All lines containing the string "Мезенцева" must be copied from the entries.

START Task input

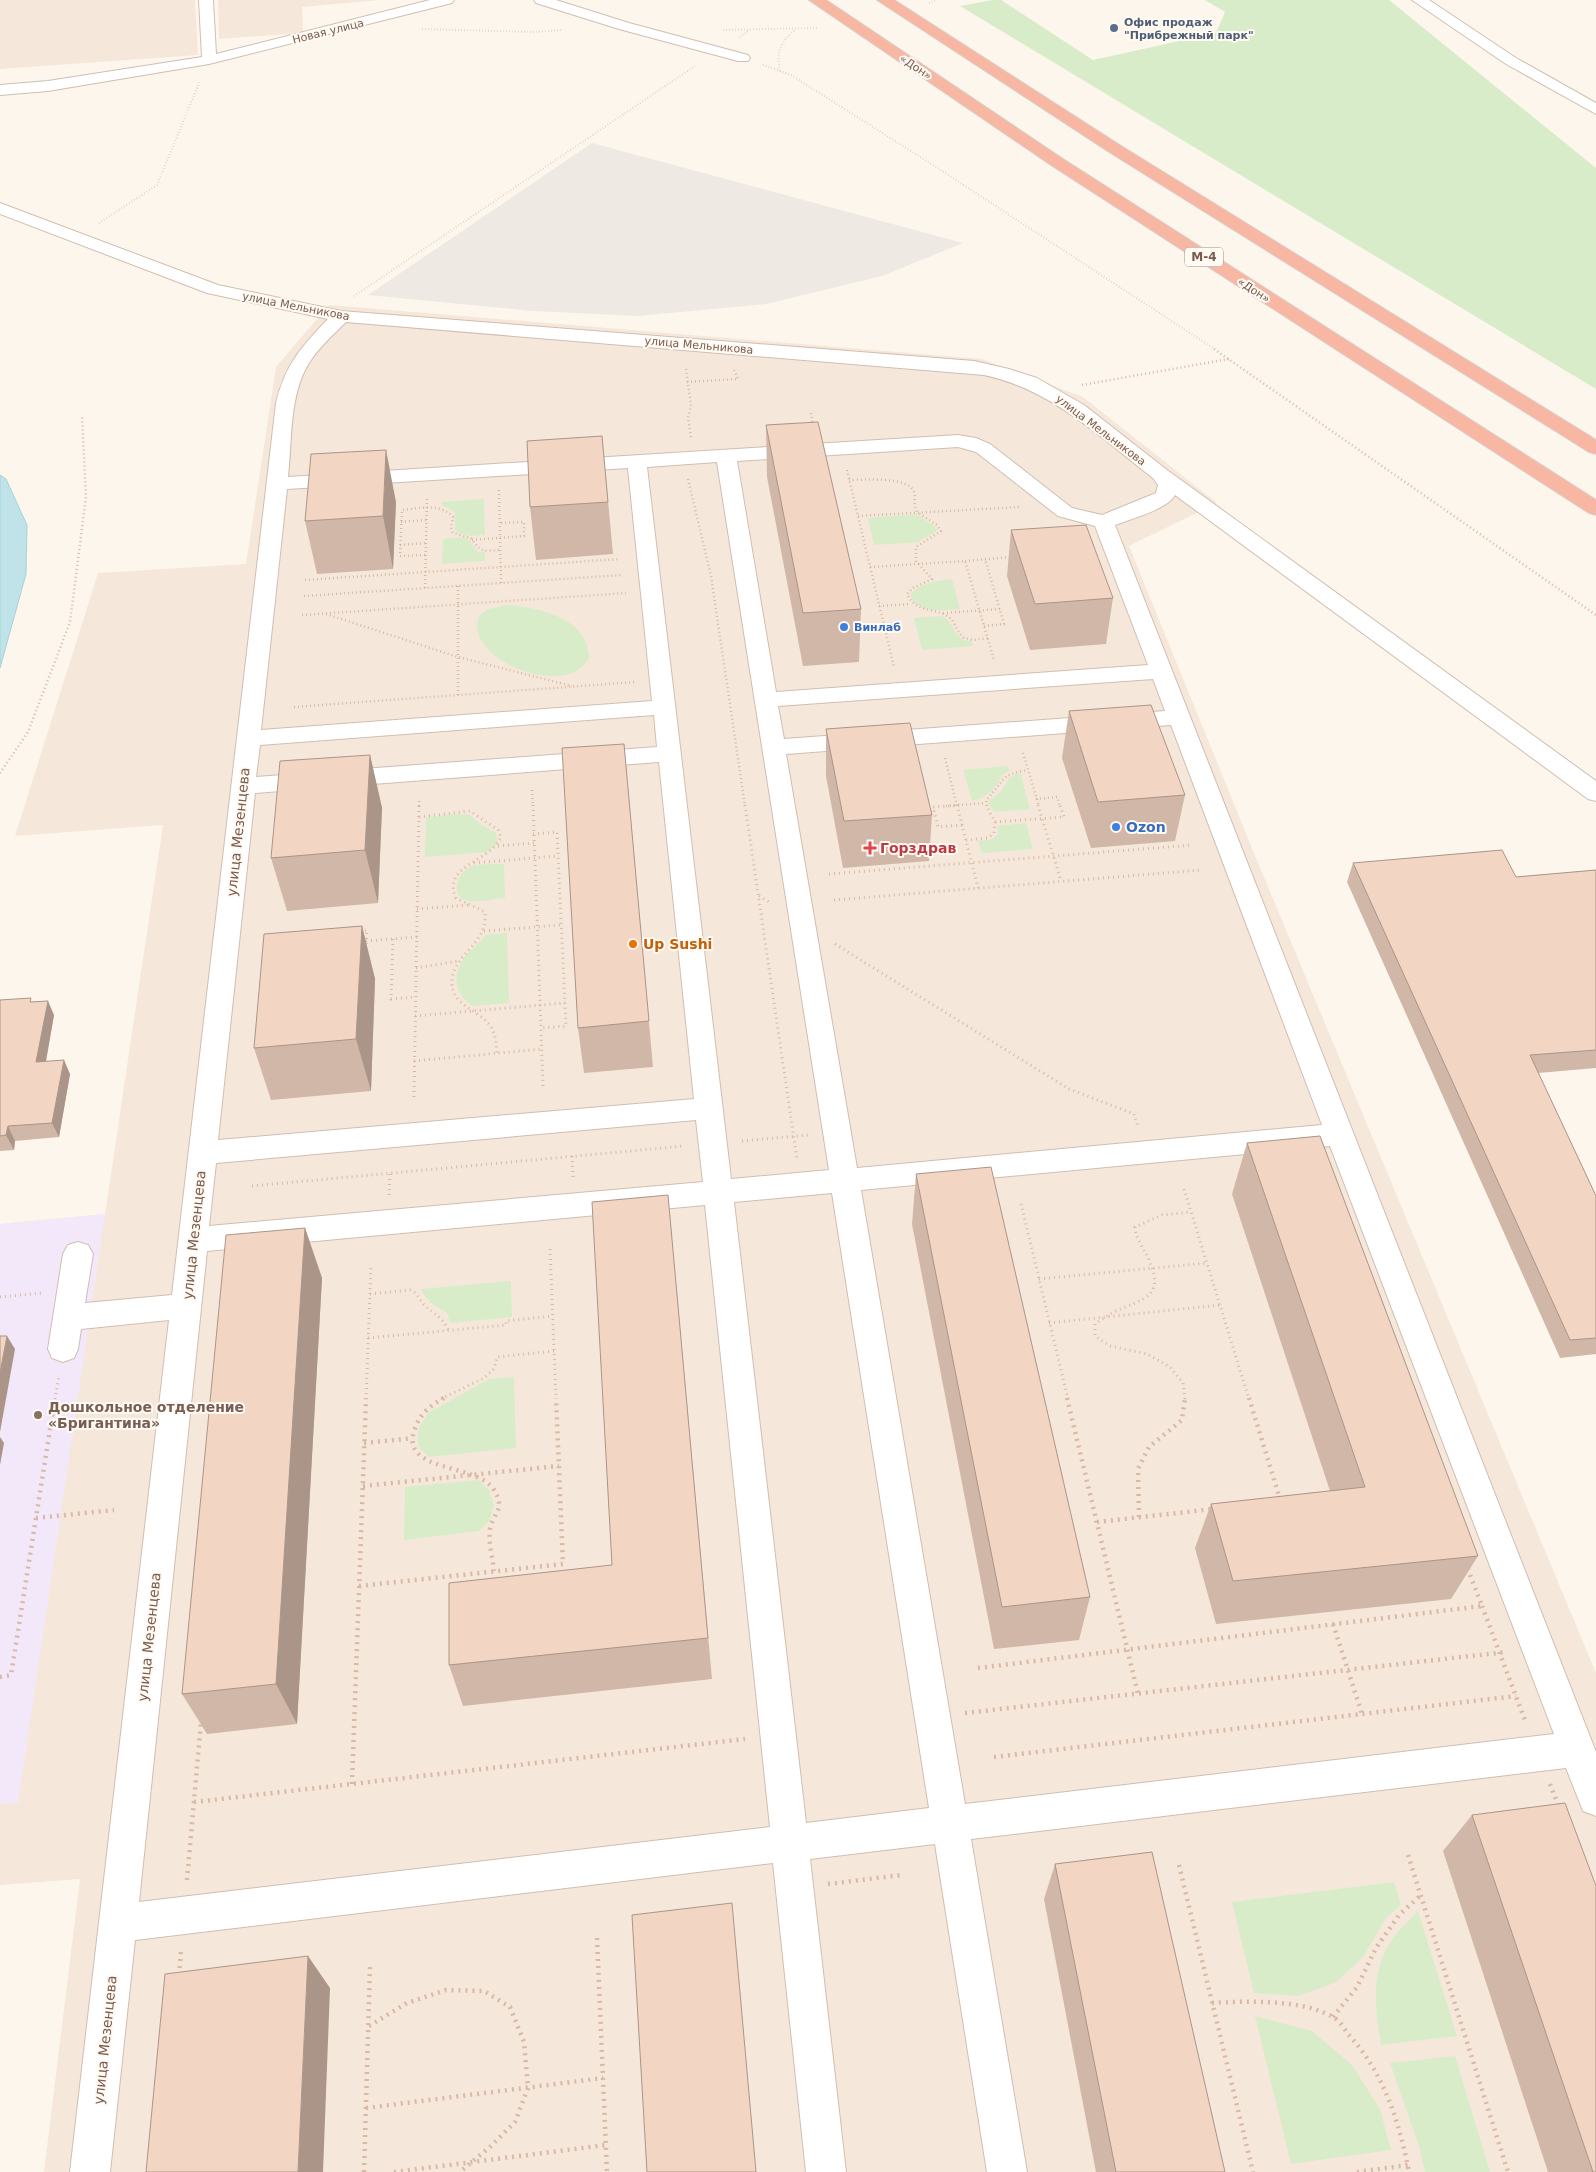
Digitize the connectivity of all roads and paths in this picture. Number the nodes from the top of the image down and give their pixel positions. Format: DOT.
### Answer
graph roads {
  1 [pos="206,0"];
  2 [pos="447,0"];
  3 [pos="541,0"];
  4 [pos="816,0"];
  5 [pos="884,0"];
  6 [pos="936,0"];
  7 [pos="1419,0"];
  8 [pos="929,3"];
  9 [pos="818,28"];
  10 [pos="422,29"];
  11 [pos="569,29"];
  12 [pos="796,29"];
  13 [pos="720,30"];
  14 [pos="750,30"];
  15 [pos="717,51"];
  16 [pos="209,58"];
  17 [pos="743,58"];
  18 [pos="780,71"];
  19 [pos="0,90"];
  20 [pos="1596,109"];
  21 [pos="0,208"];
  22 [pos="92,227"];
  23 [pos="347,306"];
  24 [pos="1229,359"];
  25 [pos="686,369"];
  26 [pos="738,379"];
  27 [pos="688,382"];
  28 [pos="1047,391"];
  29 [pos="810,413"];
  30 [pos="82,416"];
  31 [pos="815,434"];
  32 [pos="692,442"];
  33 [pos="1596,448"];
  34 [pos="726,456"];
  35 [pos="637,462"];
  36 [pos="848,472"];
  37 [pos="1160,474"];
  38 [pos="688,477"];
  39 [pos="849,480"];
  40 [pos="276,484"];
  41 [pos="499,495"];
  42 [pos="427,500"];
  43 [pos="1021,507"];
  44 [pos="426,509"];
  45 [pos="1596,509"];
  46 [pos="917,512"];
  47 [pos="858,516"];
  48 [pos="426,520"];
  49 [pos="401,522"];
  50 [pos="1104,522"];
  51 [pos="500,523"];
  52 [pos="500,538"];
  53 [pos="472,540"];
  54 [pos="426,543"];
  55 [pos="400,544"];
  56 [pos="500,550"];
  57 [pos="426,555"];
  58 [pos="1019,557"];
  59 [pos="620,559"];
  60 [pos="985,559"];
  61 [pos="965,561"];
  62 [pos="917,564"];
  63 [pos="501,567"];
  64 [pos="870,567"];
  65 [pos="425,572"];
  66 [pos="627,574"];
  67 [pos="305,580"];
  68 [pos="501,583"];
  69 [pos="458,586"];
  70 [pos="425,588"];
  71 [pos="629,592"];
  72 [pos="304,596"];
  73 [pos="458,604"];
  74 [pos="912,604"];
  75 [pos="879,606"];
  76 [pos="1000,609"];
  77 [pos="980,611"];
  78 [pos="324,613"];
  79 [pos="939,614"];
  80 [pos="302,615"];
  81 [pos="1596,615"];
  82 [pos="984,626"];
  83 [pos="988,638"];
  84 [pos="458,657"];
  85 [pos="994,660"];
  86 [pos="894,667"];
  87 [pos="1162,671"];
  88 [pos="639,682"];
  89 [pos="575,687"];
  90 [pos="458,695"];
  91 [pos="766,700"];
  92 [pos="458,703"];
  93 [pos="294,707"];
  94 [pos="664,707"];
  95 [pos="1180,717"];
  96 [pos="249,738"];
  97 [pos="773,747"];
  98 [pos="1022,752"];
  99 [pos="670,754"];
  100 [pos="945,758"];
  101 [pos="1028,770"];
  102 [pos="0,772"];
  103 [pos="243,786"];
  104 [pos="532,790"];
  105 [pos="1596,794"];
  106 [pos="420,799"];
  107 [pos="1036,799"];
  108 [pos="985,803"];
  109 [pos="957,805"];
  110 [pos="419,817"];
  111 [pos="1042,818"];
  112 [pos="995,822"];
  113 [pos="962,825"];
  114 [pos="533,834"];
  115 [pos="966,840"];
  116 [pos="534,843"];
  117 [pos="1192,845"];
  118 [pos="498,846"];
  119 [pos="558,856"];
  120 [pos="1053,856"];
  121 [pos="534,858"];
  122 [pos="972,862"];
  123 [pos="472,863"];
  124 [pos="1201,870"];
  125 [pos="829,874"];
  126 [pos="1061,882"];
  127 [pos="978,888"];
  128 [pos="758,896"];
  129 [pos="834,900"];
  130 [pos="471,904"];
  131 [pos="417,909"];
  132 [pos="802,923"];
  133 [pos="561,925"];
  134 [pos="537,927"];
  135 [pos="358,931"];
  136 [pos="484,932"];
  137 [pos="417,937"];
  138 [pos="393,939"];
  139 [pos="366,941"];
  140 [pos="358,942"];
  141 [pos="366,950"];
  142 [pos="458,961"];
  143 [pos="416,968"];
  144 [pos="415,997"];
  145 [pos="565,1003"];
  146 [pos="540,1005"];
  147 [pos="474,1011"];
  148 [pos="415,1016"];
  149 [pos="541,1028"];
  150 [pos="542,1050"];
  151 [pos="497,1053"];
  152 [pos="414,1061"];
  153 [pos="543,1086"];
  154 [pos="414,1097"];
  155 [pos="708,1108"];
  156 [pos="836,1133"];
  157 [pos="1340,1134"];
  158 [pos="793,1136"];
  159 [pos="712,1144"];
  160 [pos="1145,1152"];
  161 [pos="203,1153"];
  162 [pos="844,1180"];
  163 [pos="800,1184"];
  164 [pos="252,1186"];
  165 [pos="1184,1189"];
  166 [pos="718,1192"];
  167 [pos="1021,1204"];
  168 [pos="1191,1212"];
  169 [pos="193,1240"];
  170 [pos="550,1249"];
  171 [pos="78,1254"];
  172 [pos="1207,1263"];
  173 [pos="371,1266"];
  174 [pos="1153,1268"];
  175 [pos="1039,1279"];
  176 [pos="370,1294"];
  177 [pos="0,1297"];
  178 [pos="70,1304"];
  179 [pos="186,1306"];
  180 [pos="1220,1306"];
  181 [pos="553,1316"];
  182 [pos="1104,1317"];
  183 [pos="1049,1323"];
  184 [pos="449,1330"];
  185 [pos="368,1338"];
  186 [pos="63,1349"];
  187 [pos="554,1351"];
  188 [pos="413,1438"];
  189 [pos="364,1443"];
  190 [pos="559,1466"];
  191 [pos="476,1474"];
  192 [pos="363,1486"];
  193 [pos="1271,1503"];
  194 [pos="1215,1509"];
  195 [pos="114,1510"];
  196 [pos="1139,1517"];
  197 [pos="36,1518"];
  198 [pos="1097,1522"];
  199 [pos="1464,1559"];
  200 [pos="494,1571"];
  201 [pos="359,1586"];
  202 [pos="1482,1606"];
  203 [pos="1333,1624"];
  204 [pos="1538,1648"];
  205 [pos="1127,1650"];
  206 [pos="1499,1653"];
  207 [pos="978,1668"];
  208 [pos="1348,1670"];
  209 [pos="0,1677"];
  210 [pos="1138,1694"];
  211 [pos="1516,1696"];
  212 [pos="202,1713"];
  213 [pos="1362,1714"];
  214 [pos="932,1717"];
  215 [pos="778,1735"];
  216 [pos="1577,1749"];
  217 [pos="1538,1754"];
  218 [pos="994,1758"];
  219 [pos="352,1784"];
  220 [pos="1596,1798"];
  221 [pos="194,1802"];
  222 [pos="1560,1810"];
  223 [pos="950,1824"];
  224 [pos="790,1844"];
  225 [pos="1408,1855"];
  226 [pos="1179,1865"];
  227 [pos="1421,1895"];
  228 [pos="184,1915"];
  229 [pos="118,1923"];
  230 [pos="596,1938"];
  231 [pos="370,1967"];
  232 [pos="178,1982"];
  233 [pos="1212,2003"];
  234 [pos="1333,2017"];
  235 [pos="369,2026"];
  236 [pos="603,2078"];
  237 [pos="528,2088"];
  238 [pos="366,2108"];
  239 [pos="606,2145"];
  240 [pos="470,2162"];
  241 [pos="1408,2165"];
  242 [pos="90,2172"];
  243 [pos="364,2172"];
  244 [pos="394,2172"];
  245 [pos="460,2172"];
  246 [pos="607,2172"];
  247 [pos="826,2172"];
  248 [pos="1007,2172"];
  249 [pos="1253,2172"];
  250 [pos="1357,2172"];
  251 [pos="1409,2172"];
  252 [pos="1508,2172"];
  1 -- 16 [label="street"];
  2 -- 16 [label="street, Новая улица"];
  3 -- 15 [label="street"];
  4 -- 45 [label="highway, «Дон» / М-4"];
  5 -- 33 [label="highway"];
  6 -- 8 [label="path"];
  7 -- 20 [label="street"];
  9 -- 12 [label="path"];
  10 -- 11 [label="path"];
  12 -- 14 [label="path"];
  12 -- 18 [label="path"];
  13 -- 14 [label="path"];
  14 -- 15 [label="path"];
  15 -- 17 [label="street"];
  15 -- 23 [label="path"];
  16 -- 19 [label="street, Новая улица"];
  16 -- 22 [label="path"];
  17 -- 18 [label="path"];
  18 -- 24 [label="path"];
  21 -- 23 [label="street, улица Мельникова"];
  23 -- 28 [label="street, улица Мельникова"];
  23 -- 40 [label="street, улица Мезенцева"];
  24 -- 28 [label="path"];
  24 -- 81 [label="path"];
  25 -- 27 [label="path"];
  26 -- 27 [label="path"];
  27 -- 32 [label="path"];
  28 -- 37 [label="street, улица Мельникова"];
  29 -- 31 [label="path"];
  30 -- 102 [label="path"];
  34 -- 35 [label="street"];
  34 -- 50 [label="street"];
  34 -- 91 [label="street"];
  35 -- 40 [label="street"];
  35 -- 94 [label="street"];
  36 -- 39 [label="path"];
  37 -- 50 [label="street, улица Мельникова"];
  37 -- 105 [label="street"];
  38 -- 128 [label="path"];
  39 -- 46 [label="path"];
  39 -- 47 [label="path"];
  40 -- 96 [label="street, улица Мезенцева"];
  41 -- 51 [label="path"];
  42 -- 44 [label="path"];
  43 -- 46 [label="path"];
  44 -- 48 [label="path"];
  44 -- 49 [label="path"];
  44 -- 53 [label="path"];
  46 -- 47 [label="path"];
  46 -- 62 [label="path"];
  47 -- 64 [label="path"];
  48 -- 49 [label="path"];
  48 -- 54 [label="path"];
  49 -- 55 [label="path"];
  50 -- 87 [label="street"];
  51 -- 52 [label="path"];
  51 -- 52 [label="path"];
  52 -- 53 [label="path"];
  52 -- 56 [label="path"];
  53 -- 56 [label="path"];
  54 -- 55 [label="path"];
  54 -- 57 [label="path"];
  55 -- 57 [label="path"];
  56 -- 63 [label="path"];
  57 -- 65 [label="path"];
  58 -- 60 [label="path"];
  59 -- 63 [label="path"];
  60 -- 61 [label="path"];
  60 -- 76 [label="path"];
  61 -- 62 [label="path"];
  61 -- 77 [label="path"];
  62 -- 64 [label="path"];
  62 -- 74 [label="path"];
  63 -- 65 [label="path"];
  63 -- 68 [label="path"];
  64 -- 75 [label="path"];
  65 -- 67 [label="path"];
  65 -- 70 [label="path"];
  66 -- 68 [label="path"];
  68 -- 69 [label="path"];
  69 -- 70 [label="path"];
  69 -- 73 [label="path"];
  70 -- 72 [label="path"];
  71 -- 73 [label="path"];
  73 -- 78 [label="path"];
  73 -- 84 [label="path"];
  74 -- 75 [label="path"];
  74 -- 79 [label="path"];
  75 -- 86 [label="path"];
  76 -- 77 [label="path"];
  76 -- 82 [label="path"];
  77 -- 79 [label="path"];
  77 -- 82 [label="path"];
  78 -- 80 [label="path"];
  78 -- 84 [label="path"];
  79 -- 83 [label="path"];
  82 -- 83 [label="path"];
  83 -- 85 [label="path"];
  84 -- 89 [label="path"];
  84 -- 90 [label="path"];
  87 -- 91 [label="street"];
  87 -- 95 [label="street"];
  88 -- 89 [label="path"];
  89 -- 90 [label="path"];
  90 -- 92 [label="path"];
  90 -- 93 [label="path"];
  91 -- 97 [label="street"];
  94 -- 96 [label="street"];
  94 -- 99 [label="street"];
  95 -- 97 [label="street"];
  95 -- 157 [label="street"];
  96 -- 103 [label="street, улица Мезенцева"];
  97 -- 132 [label="street"];
  98 -- 101 [label="path"];
  99 -- 103 [label="street"];
  99 -- 155 [label="street"];
  100 -- 109 [label="path"];
  101 -- 107 [label="path"];
  101 -- 108 [label="path"];
  103 -- 161 [label="street, улица Мезенцева"];
  104 -- 114 [label="path"];
  106 -- 110 [label="path"];
  107 -- 111 [label="path"];
  107 -- 111 [label="path"];
  108 -- 109 [label="path"];
  108 -- 112 [label="path"];
  109 -- 113 [label="path"];
  109 -- 113 [label="path"];
  110 -- 118 [label="path"];
  110 -- 131 [label="path"];
  111 -- 112 [label="path"];
  111 -- 120 [label="path"];
  112 -- 115 [label="path"];
  113 -- 115 [label="path"];
  114 -- 116 [label="path"];
  114 -- 119 [label="path"];
  115 -- 122 [label="path"];
  116 -- 118 [label="path"];
  116 -- 121 [label="path"];
  117 -- 120 [label="path"];
  118 -- 123 [label="path"];
  119 -- 121 [label="path"];
  119 -- 133 [label="path"];
  120 -- 122 [label="path"];
  120 -- 126 [label="path"];
  121 -- 123 [label="path"];
  121 -- 134 [label="path"];
  122 -- 125 [label="path"];
  122 -- 127 [label="path"];
  123 -- 130 [label="path"];
  124 -- 126 [label="path"];
  126 -- 127 [label="path"];
  127 -- 129 [label="path"];
  128 -- 132 [label="path"];
  128 -- 158 [label="path"];
  130 -- 131 [label="path"];
  130 -- 136 [label="path"];
  131 -- 137 [label="path"];
  132 -- 156 [label="street"];
  132 -- 160 [label="path"];
  133 -- 134 [label="path"];
  133 -- 145 [label="path"];
  134 -- 136 [label="path"];
  134 -- 146 [label="path"];
  135 -- 139 [label="path"];
  136 -- 142 [label="path"];
  137 -- 138 [label="path"];
  137 -- 143 [label="path"];
  138 -- 139 [label="path"];
  138 -- 144 [label="path"];
  139 -- 140 [label="path"];
  139 -- 141 [label="path"];
  142 -- 143 [label="path"];
  142 -- 147 [label="path"];
  143 -- 144 [label="path"];
  144 -- 148 [label="path"];
  145 -- 146 [label="path"];
  145 -- 149 [label="path"];
  146 -- 147 [label="path"];
  146 -- 149 [label="path"];
  147 -- 148 [label="path"];
  147 -- 151 [label="path"];
  148 -- 152 [label="path"];
  149 -- 150 [label="path"];
  150 -- 151 [label="path"];
  150 -- 153 [label="path"];
  151 -- 152 [label="path"];
  152 -- 154 [label="path"];
  155 -- 159 [label="street"];
  155 -- 161 [label="street"];
  156 -- 158 [label="path"];
  156 -- 162 [label="street"];
  157 -- 160 [label="street"];
  157 -- 204 [label="street"];
  158 -- 159 [label="path"];
  158 -- 163 [label="path"];
  159 -- 164 [label="path"];
  159 -- 166 [label="street"];
  160 -- 162 [label="street"];
  161 -- 169 [label="street, улица Мезенцева"];
  162 -- 163 [label="street"];
  162 -- 214 [label="street"];
  163 -- 166 [label="street"];
  165 -- 168 [label="path"];
  166 -- 169 [label="street"];
  166 -- 215 [label="street"];
  167 -- 175 [label="path"];
  168 -- 172 [label="path"];
  168 -- 174 [label="path"];
  169 -- 179 [label="street, улица Мезенцева"];
  170 -- 181 [label="path"];
  171 -- 178 [label="street"];
  172 -- 174 [label="path"];
  172 -- 180 [label="path"];
  173 -- 176 [label="path"];
  174 -- 175 [label="path"];
  174 -- 182 [label="path"];
  175 -- 183 [label="path"];
  176 -- 184 [label="path"];
  176 -- 185 [label="path"];
  177 -- 178 [label="path"];
  178 -- 179 [label="street"];
  178 -- 186 [label="street"];
  179 -- 229 [label="street, улица Мезенцева"];
  180 -- 182 [label="path"];
  180 -- 193 [label="path"];
  181 -- 184 [label="path"];
  181 -- 187 [label="path"];
  182 -- 183 [label="path"];
  182 -- 196 [label="path"];
  183 -- 198 [label="path"];
  184 -- 185 [label="path"];
  185 -- 189 [label="path"];
  186 -- 197 [label="path"];
  187 -- 188 [label="path"];
  187 -- 190 [label="path"];
  188 -- 189 [label="path"];
  188 -- 191 [label="path"];
  189 -- 192 [label="path"];
  190 -- 191 [label="path"];
  190 -- 200 [label="path"];
  191 -- 192 [label="path"];
  191 -- 200 [label="path"];
  192 -- 201 [label="path"];
  194 -- 196 [label="path"];
  195 -- 197 [label="path"];
  196 -- 198 [label="path"];
  197 -- 209 [label="path"];
  198 -- 205 [label="path"];
  199 -- 202 [label="path"];
  200 -- 201 [label="path"];
  201 -- 219 [label="path"];
  202 -- 203 [label="path"];
  202 -- 206 [label="path"];
  203 -- 205 [label="path"];
  203 -- 208 [label="path"];
  204 -- 206 [label="path"];
  204 -- 216 [label="street"];
  205 -- 207 [label="path"];
  205 -- 210 [label="path"];
  206 -- 208 [label="path"];
  206 -- 211 [label="path"];
  208 -- 210 [label="path"];
  208 -- 213 [label="path"];
  210 -- 214 [label="path"];
  211 -- 213 [label="path"];
  211 -- 217 [label="path"];
  212 -- 221 [label="path"];
  213 -- 218 [label="path"];
  214 -- 223 [label="street"];
  215 -- 219 [label="path"];
  215 -- 224 [label="street"];
  216 -- 217 [label="street"];
  216 -- 220 [label="street"];
  217 -- 222 [label="path"];
  217 -- 223 [label="street"];
  219 -- 221 [label="path"];
  221 -- 228 [label="path"];
  223 -- 224 [label="street"];
  223 -- 248 [label="street"];
  224 -- 228 [label="street"];
  224 -- 247 [label="street"];
  225 -- 227 [label="path"];
  226 -- 233 [label="path"];
  227 -- 234 [label="path"];
  227 -- 252 [label="path"];
  228 -- 229 [label="street"];
  228 -- 232 [label="path"];
  229 -- 242 [label="street, улица Мезенцева"];
  230 -- 236 [label="path"];
  231 -- 235 [label="path"];
  233 -- 234 [label="path"];
  233 -- 249 [label="path"];
  234 -- 241 [label="path"];
  235 -- 237 [label="path"];
  235 -- 238 [label="path"];
  236 -- 237 [label="path"];
  236 -- 239 [label="path"];
  237 -- 238 [label="path"];
  237 -- 240 [label="path"];
  238 -- 243 [label="path"];
  239 -- 240 [label="path"];
  239 -- 246 [label="path"];
  240 -- 244 [label="path"];
  240 -- 245 [label="path"];
  241 -- 250 [label="path"];
  241 -- 251 [label="path"];
}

END Task input

▶ [Task answer]:
  23 -- 40 [label="street, улица Мезенцева"];
  40 -- 96 [label="street, улица Мезенцева"];
  96 -- 103 [label="street, улица Мезенцева"];
  103 -- 161 [label="street, улица Мезенцева"];
  161 -- 169 [label="street, улица Мезенцева"];
  169 -- 179 [label="street, улица Мезенцева"];
  179 -- 229 [label="street, улица Мезенцева"];
  229 -- 242 [label="street, улица Мезенцева"];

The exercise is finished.